Odds

I received a call from our genetic counselor today with the results from our nuchal translucency test. The results place me at about the same risk as a 20 year old for having a child with Downs (1 in over 3000) or Trisomy 18 (1in over 6000).

At first those statistics were comforting. Then I started thinking about the odds for having a child with ACD – approximately 1 in 100,000. It was such a low risk that the doctors didn’t even mention the possibility that Joey’s hypertension could be caused by that for over a week.

So the ratios I received today are excellent when compared to the standard risk for a woman delivering a child at age 37. But they aren’t entirely comforting when compared to the odds that we have already confronted. Again it just emphasizes how I will never again be naively blissful as I understand too well the risks.

Testing

Our visit with the genetic counselor went well today. The test results from Joey’s tissue suggest a very small risk of repetition. Mosaicism is possible, but not likely. We were told that we could elect a CVS or amnio to know for sure, but both carry the risk of miscarriage and given the odds, it wasn’t necessarily a risk we were willing to take. We decided that if the nuchal translucency results showed risk of genetic disorder and we elected to have a CVS or amnio based on those results that we would add the test, but that it wasn’t worth it alone.

Fortunately, the ultrasound showed a definite nose bone and only a very small pocket in the neck. We’ll need to wait for the blood work, but the ultrasound indicates a healthy baby.

We told our son this morning. He was very excited. He told both his teachers and shared the news with my family at the dinner table by saying, “we’re going to have another baby.” He thinks it will be a boy-we will see! He’s been right about a lot of things so far!

Hello Baby 4

In less than 12 hours, we will be seen by maternal fetal medicine for our nuchal translucency screen. With our first two children, this day was exciting. We didn’t consider really the risk of there being anything wrong – we just viewed it as a chance to see our precious little offspring. And it is still exciting, but it is also met with fear. We aren’t as naive as we were expecting the first two. We did the right things – took folic acid, ate the right diet, didn’t drink or take over the counter meds. I was in good health. Surely nothing would be wrong with the baby. And for the first two pregnancies everything appeared fine. Our first son was born healthy eight days early; our second had test results that showed no abnormalities.
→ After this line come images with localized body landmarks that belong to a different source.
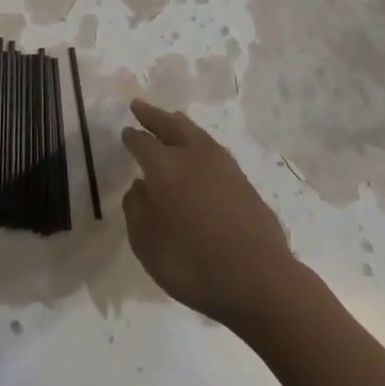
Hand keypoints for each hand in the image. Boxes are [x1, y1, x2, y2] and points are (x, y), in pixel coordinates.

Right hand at [122, 98, 297, 328]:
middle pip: (171, 126)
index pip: (142, 143)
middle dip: (154, 116)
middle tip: (139, 106)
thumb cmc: (193, 263)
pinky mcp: (244, 183)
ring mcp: (223, 167)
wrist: (259, 279)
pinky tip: (201, 153)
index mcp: (164, 167)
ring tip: (172, 119)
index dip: (132, 137)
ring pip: (196, 134)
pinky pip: (215, 151)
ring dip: (180, 125)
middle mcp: (193, 157)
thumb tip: (139, 187)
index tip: (125, 132)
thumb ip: (136, 210)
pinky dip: (201, 144)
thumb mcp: (147, 243)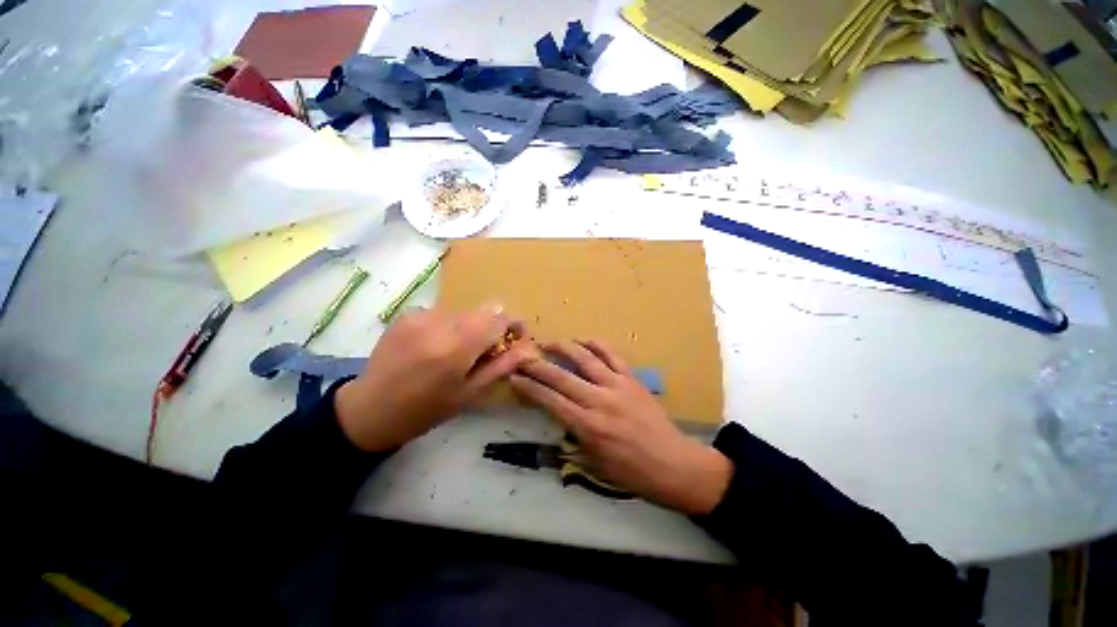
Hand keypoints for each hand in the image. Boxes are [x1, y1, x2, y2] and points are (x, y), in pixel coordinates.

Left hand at [335, 305, 534, 451]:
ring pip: (462, 312)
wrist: (370, 409)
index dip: (512, 323)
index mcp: (457, 347)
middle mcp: (439, 324)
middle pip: (481, 312)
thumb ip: (501, 367)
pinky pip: (441, 314)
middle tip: (486, 349)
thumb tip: (527, 349)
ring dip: (469, 327)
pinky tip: (434, 346)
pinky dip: (447, 327)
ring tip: (457, 350)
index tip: (517, 333)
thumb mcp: (470, 394)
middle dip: (491, 327)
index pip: (497, 319)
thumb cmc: (426, 409)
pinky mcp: (407, 315)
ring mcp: (420, 316)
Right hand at [509, 340, 732, 514]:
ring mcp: (617, 385)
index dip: (529, 387)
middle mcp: (599, 400)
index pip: (550, 400)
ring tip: (549, 342)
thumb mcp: (594, 463)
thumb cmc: (631, 472)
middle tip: (522, 356)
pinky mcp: (632, 378)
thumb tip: (561, 416)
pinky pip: (613, 355)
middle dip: (537, 365)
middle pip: (561, 376)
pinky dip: (597, 344)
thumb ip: (574, 436)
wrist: (673, 464)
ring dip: (564, 347)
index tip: (514, 377)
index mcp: (588, 426)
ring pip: (585, 359)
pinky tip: (584, 340)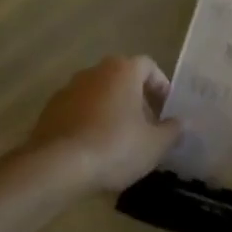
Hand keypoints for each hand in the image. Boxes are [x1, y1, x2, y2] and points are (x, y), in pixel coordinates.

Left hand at [27, 55, 182, 192]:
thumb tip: (181, 123)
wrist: (57, 165)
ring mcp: (68, 89)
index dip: (161, 86)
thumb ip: (172, 130)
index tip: (166, 110)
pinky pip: (79, 110)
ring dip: (112, 110)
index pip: (148, 66)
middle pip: (122, 78)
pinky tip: (94, 148)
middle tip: (147, 126)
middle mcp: (94, 71)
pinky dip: (90, 121)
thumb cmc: (115, 147)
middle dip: (137, 99)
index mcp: (122, 71)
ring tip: (121, 140)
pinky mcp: (50, 110)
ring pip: (99, 94)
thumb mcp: (155, 144)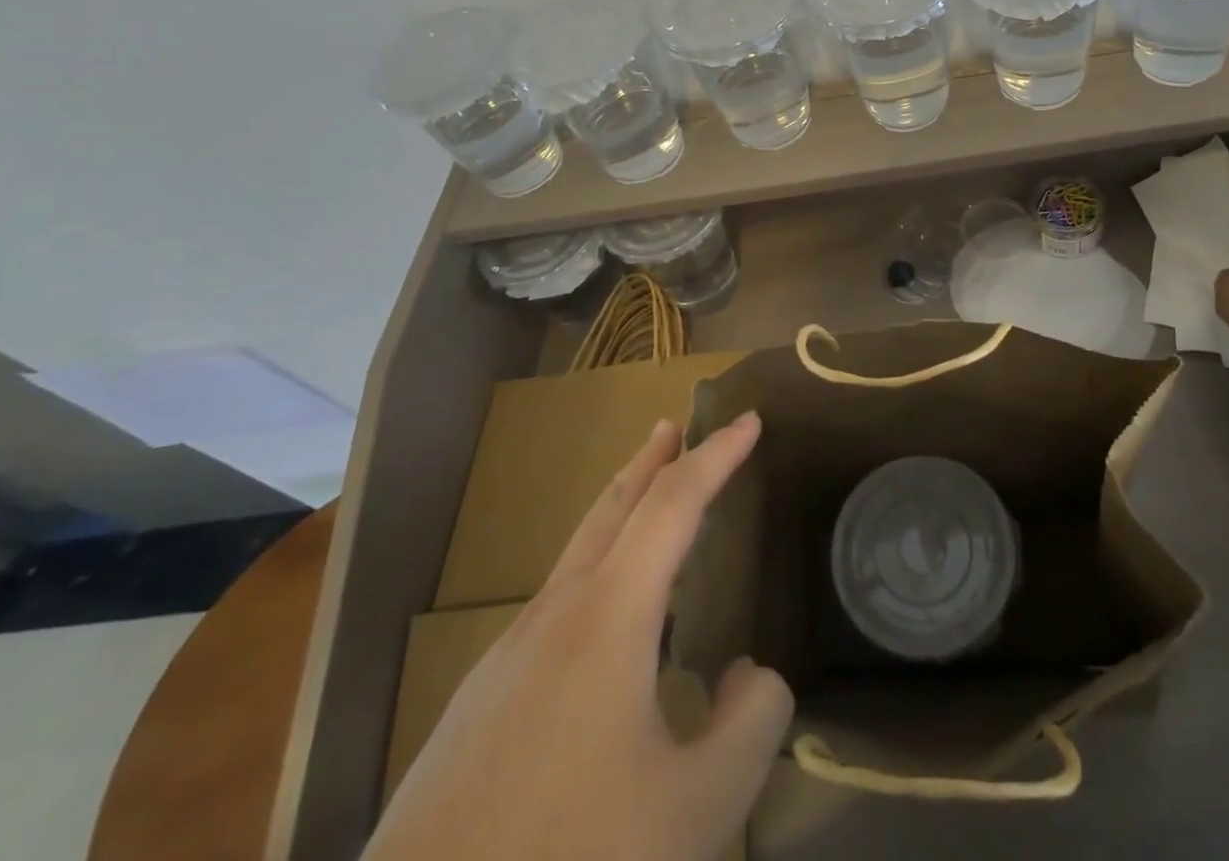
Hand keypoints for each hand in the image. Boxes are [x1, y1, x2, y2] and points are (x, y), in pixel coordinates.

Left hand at [364, 412, 790, 860]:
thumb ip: (751, 722)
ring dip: (618, 514)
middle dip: (650, 460)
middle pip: (611, 508)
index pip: (675, 503)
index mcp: (609, 616)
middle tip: (676, 425)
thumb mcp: (700, 809)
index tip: (750, 419)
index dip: (717, 455)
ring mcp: (505, 658)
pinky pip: (553, 607)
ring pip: (576, 555)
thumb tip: (749, 673)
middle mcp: (554, 615)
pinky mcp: (476, 706)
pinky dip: (593, 573)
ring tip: (647, 507)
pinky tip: (601, 631)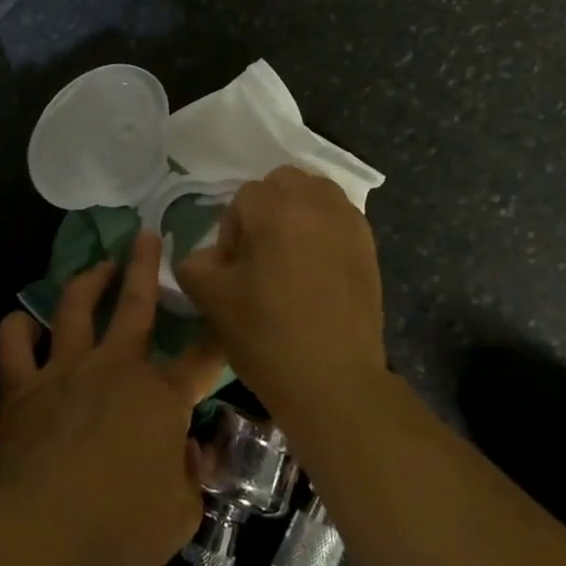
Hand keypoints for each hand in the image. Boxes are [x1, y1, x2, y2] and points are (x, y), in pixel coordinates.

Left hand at [0, 232, 224, 565]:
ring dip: (88, 281)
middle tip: (147, 236)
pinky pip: (13, 344)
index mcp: (160, 397)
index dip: (219, 337)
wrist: (41, 532)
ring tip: (98, 265)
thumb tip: (189, 453)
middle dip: (146, 267)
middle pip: (136, 305)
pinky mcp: (22, 387)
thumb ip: (191, 477)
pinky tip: (25, 323)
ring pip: (76, 307)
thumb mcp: (180, 514)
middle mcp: (115, 368)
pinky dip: (17, 328)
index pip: (202, 360)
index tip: (229, 316)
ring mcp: (65, 371)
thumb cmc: (121, 527)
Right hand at [175, 166, 386, 427]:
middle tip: (261, 256)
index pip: (243, 198)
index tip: (235, 270)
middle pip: (283, 183)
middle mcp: (317, 202)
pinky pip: (339, 218)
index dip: (232, 233)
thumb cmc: (267, 336)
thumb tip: (208, 256)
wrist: (334, 381)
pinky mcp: (369, 246)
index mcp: (276, 207)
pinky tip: (317, 272)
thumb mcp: (211, 299)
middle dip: (267, 210)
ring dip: (297, 215)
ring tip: (290, 260)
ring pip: (315, 195)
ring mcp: (349, 222)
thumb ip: (195, 263)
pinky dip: (323, 231)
Even the additional tests that were run in the third trimester because I wasn’t able to keep food down showed nothing out of the ordinary. So when I went into labor two days before my due date, we expected to bring him home on schedule and without incident. But that didn’t happen. His lungs had not formed correctly in utero. He was not able to breath outside of the womb. He died in my arms 13 days after he was born.

When we learned that we were expecting his sister three months later, we were overjoyed, but also scared. The lung condition that our son died from is considered a genetic condition and it is so rare that very little research exists. She was born two weeks early, on Christmas Eve 2010 – less than a year after her brother. The best Christmas present ever.
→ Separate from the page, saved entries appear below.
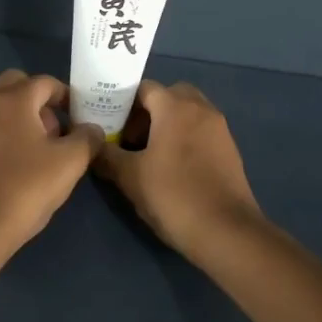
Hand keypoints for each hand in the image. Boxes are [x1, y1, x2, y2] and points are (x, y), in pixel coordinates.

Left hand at [0, 70, 104, 251]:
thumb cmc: (25, 189)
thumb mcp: (70, 164)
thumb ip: (86, 139)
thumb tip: (91, 129)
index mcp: (12, 100)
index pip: (43, 82)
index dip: (63, 95)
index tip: (74, 116)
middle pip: (11, 86)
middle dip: (33, 101)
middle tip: (49, 132)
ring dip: (9, 122)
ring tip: (24, 155)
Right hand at [94, 80, 264, 260]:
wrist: (227, 233)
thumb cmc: (173, 196)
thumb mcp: (130, 177)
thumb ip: (107, 155)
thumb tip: (92, 145)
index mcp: (175, 107)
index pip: (144, 88)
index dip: (122, 103)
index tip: (108, 124)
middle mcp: (201, 109)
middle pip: (169, 95)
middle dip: (148, 111)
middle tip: (131, 137)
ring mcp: (220, 129)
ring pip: (188, 113)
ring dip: (168, 124)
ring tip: (149, 155)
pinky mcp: (230, 150)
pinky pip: (201, 131)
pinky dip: (185, 138)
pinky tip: (172, 168)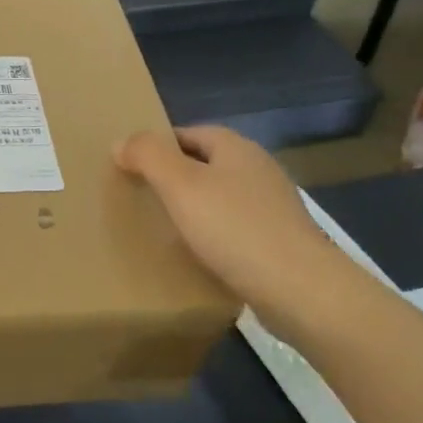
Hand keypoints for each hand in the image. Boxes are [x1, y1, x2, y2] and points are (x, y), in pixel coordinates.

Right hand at [115, 126, 352, 325]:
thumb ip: (148, 156)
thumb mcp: (180, 185)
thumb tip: (121, 142)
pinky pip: (235, 228)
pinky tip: (198, 255)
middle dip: (174, 177)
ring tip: (163, 228)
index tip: (131, 167)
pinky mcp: (279, 241)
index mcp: (236, 148)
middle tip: (141, 198)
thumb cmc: (234, 228)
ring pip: (221, 197)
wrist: (300, 290)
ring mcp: (273, 206)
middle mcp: (258, 169)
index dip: (158, 146)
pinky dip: (213, 235)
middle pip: (206, 163)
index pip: (188, 133)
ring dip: (194, 208)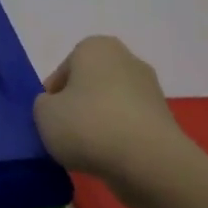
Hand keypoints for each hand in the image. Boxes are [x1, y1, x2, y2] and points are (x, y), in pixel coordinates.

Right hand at [32, 36, 196, 181]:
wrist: (147, 160)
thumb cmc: (88, 125)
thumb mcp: (43, 114)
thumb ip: (43, 104)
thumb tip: (57, 107)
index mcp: (95, 48)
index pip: (63, 70)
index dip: (52, 96)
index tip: (49, 118)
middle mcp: (126, 59)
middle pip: (89, 84)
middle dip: (78, 105)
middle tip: (65, 132)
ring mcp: (150, 88)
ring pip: (110, 104)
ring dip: (98, 121)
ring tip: (87, 149)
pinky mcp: (164, 117)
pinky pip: (129, 123)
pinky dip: (118, 136)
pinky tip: (109, 155)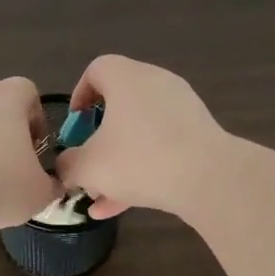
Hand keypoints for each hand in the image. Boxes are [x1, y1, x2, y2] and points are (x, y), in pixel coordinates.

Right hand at [55, 55, 229, 219]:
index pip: (97, 69)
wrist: (208, 179)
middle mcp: (156, 83)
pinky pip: (162, 147)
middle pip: (119, 104)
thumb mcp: (89, 167)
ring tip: (101, 195)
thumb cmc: (139, 160)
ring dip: (119, 160)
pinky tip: (123, 205)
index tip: (75, 124)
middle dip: (99, 137)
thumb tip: (66, 167)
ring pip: (140, 131)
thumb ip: (68, 165)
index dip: (80, 94)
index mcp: (127, 78)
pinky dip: (142, 169)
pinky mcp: (199, 134)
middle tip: (87, 161)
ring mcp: (182, 109)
Which brings us to tomorrow. I am ecstatic to see the little pea pod – but I also have a healthy sense of fear. We received the test results from the tissue of our second child, and the risk of repetition appears small. But I am still not the naive mom who was expecting baby 1 and baby 2. I know too well that unforeseen things can happen.

I also know too well that when you lose a child that it seems like such a taboo thing in our society that people no longer speak of the baby who died. The people who I have so far told that we are expecting have referred to the baby as our third – but he or she is not. Our little girl is our third and this little one is our fourth. I do understand that this little one will be the third who is coming home, the third who will experience any holiday beyond Martin Luther King Day, the third who will go to kindergarten. And I also understand that even as I type that there is no guarantee that this child will do any of those things.

But I do guarantee that this baby is loved, just like his or her two brothers and one sister.

I chose the title to this blog because I like to think of all my children as angels – I am lucky enough to hug and kiss two of those angels every day, I will hopefully be able to hug and kiss another in July, and I am saving an overwhelming number of hugs and kisses for my baby who watches over me and who my desire to see again makes me want to be a better person.